Patients in intensive care units frequently suffer muscle weakness and atrophy due to critical illness polyneuropathy (CIP), an axonal neuropathy associated with systemic inflammatory response syndrome and multiple organ failure. CIP is a frequent and serious complication of intensive care that delays weaning from mechanical ventilation and increases mortality. The pathogenesis of CIP is not well understood and no specific therapy is available. The aim of this project was to use nerve excitability testing to investigate the changes in axonal membrane properties occurring in CIP. Ten patients (aged 37–76 years; 7 males, 3 females) were studied with electrophysiologically proven CIP. The median nerve was stimulated at the wrist and compound action potentials were recorded from abductor pollicis brevis muscle. Strength–duration time constant, threshold electrotonus, current–threshold relationship and recovery cycle (refractoriness, superexcitability and late subexcitability) were recorded using a recently described protocol. In eight patients a follow-up investigation was performed. All patients underwent clinical examination and laboratory investigations.
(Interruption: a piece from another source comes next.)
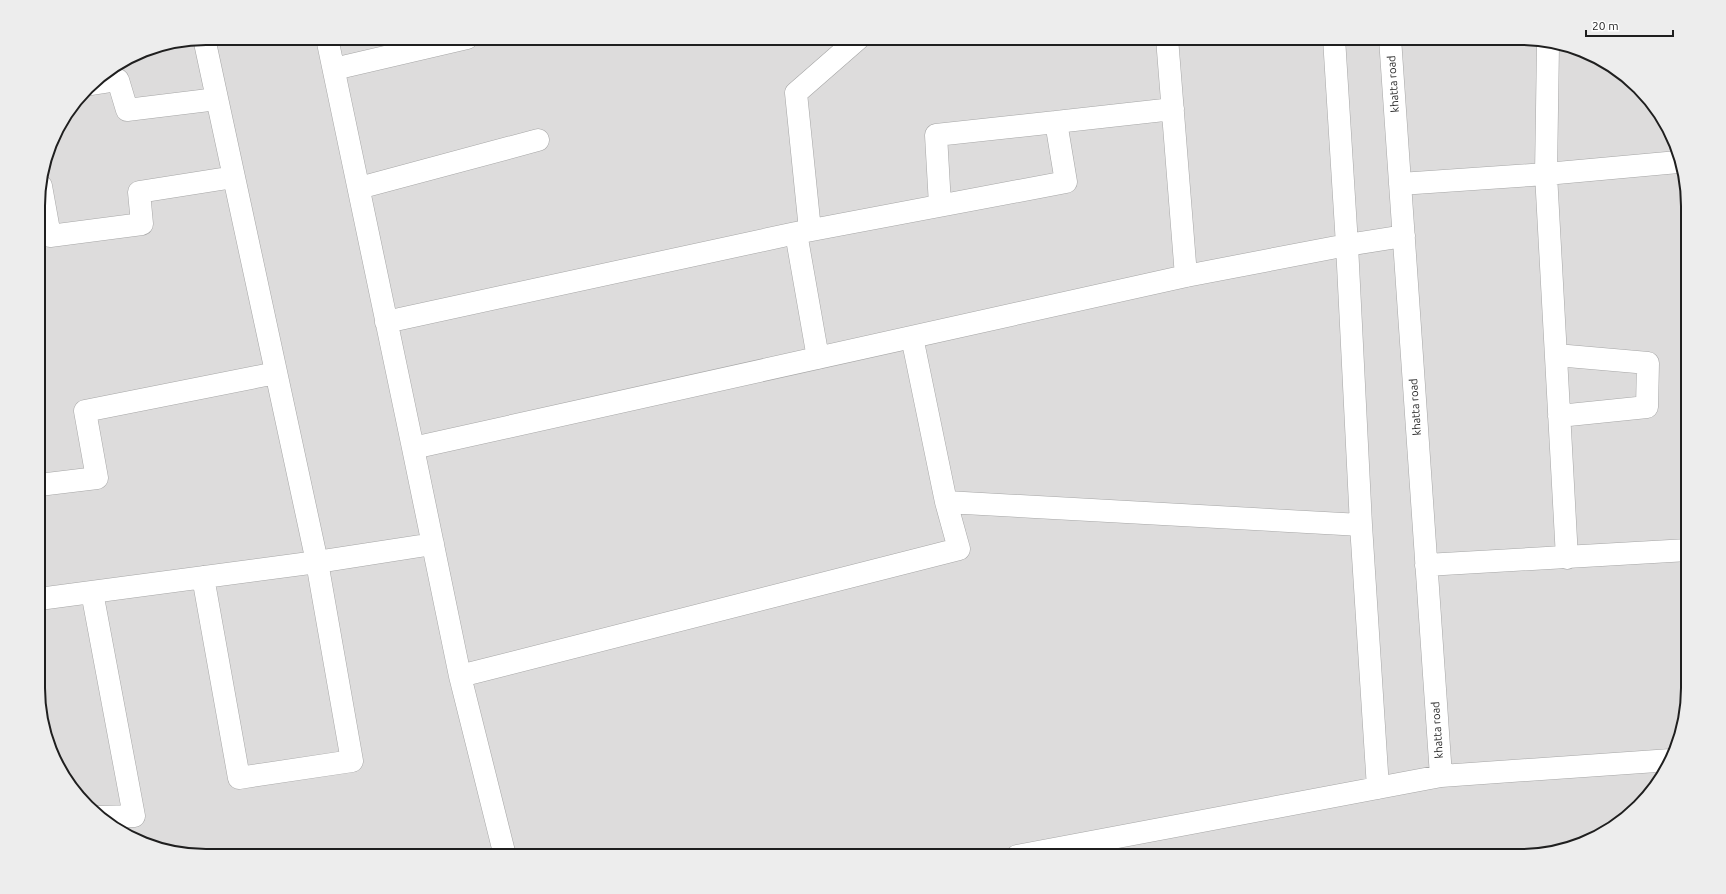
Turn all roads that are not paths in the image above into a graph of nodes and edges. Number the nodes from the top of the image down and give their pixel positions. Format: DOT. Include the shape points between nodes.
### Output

Compared with age-matched normal controls (20 subjects; aged 38–79 years; 7 males, 13 females), CIP patients exhibited reduced superexcitability at 7 ms, from –22.3 ± 1.6% to –7.6 ± 3.1% (mean ± SE, P {approx} 0.0001) and increased accommodation to depolarizing (P < 0.01) and hyperpolarizing currents (P < 0.01), indicating membrane depolarization. Superexcitability was reduced both in patients with renal failure and without renal failure. In the former, superexcitability correlated with serum potassium (R = 0.88), and late subexcitability was also reduced (as also occurs owing to hyperkalaemia in patients with chronic renal failure). In patients without renal failure, late subexcitability was normal, and the signs of membrane depolarization correlated with raised serum bicarbonate and base excess, indicating compensated respiratory acidosis. It is inferred that motor axons in these CIP patients are depolarized, in part because of raised extracellular potassium, and in part because of hypoperfusion. The chronic membrane depolarization may contribute to the development of neuropathy.

Key Words: axonal excitability; intensive care; membrane potential

Abbreviations: BE, base excess; CIP, critical illness polyneuropathy; CMAP, compound muscle action potential; Er, resting potential; Ek, potassium equilibrium potential; SNAP, sensory nerve action potential

Received January 10, 2006. Revised June 15, 2006. Accepted June 17, 2006.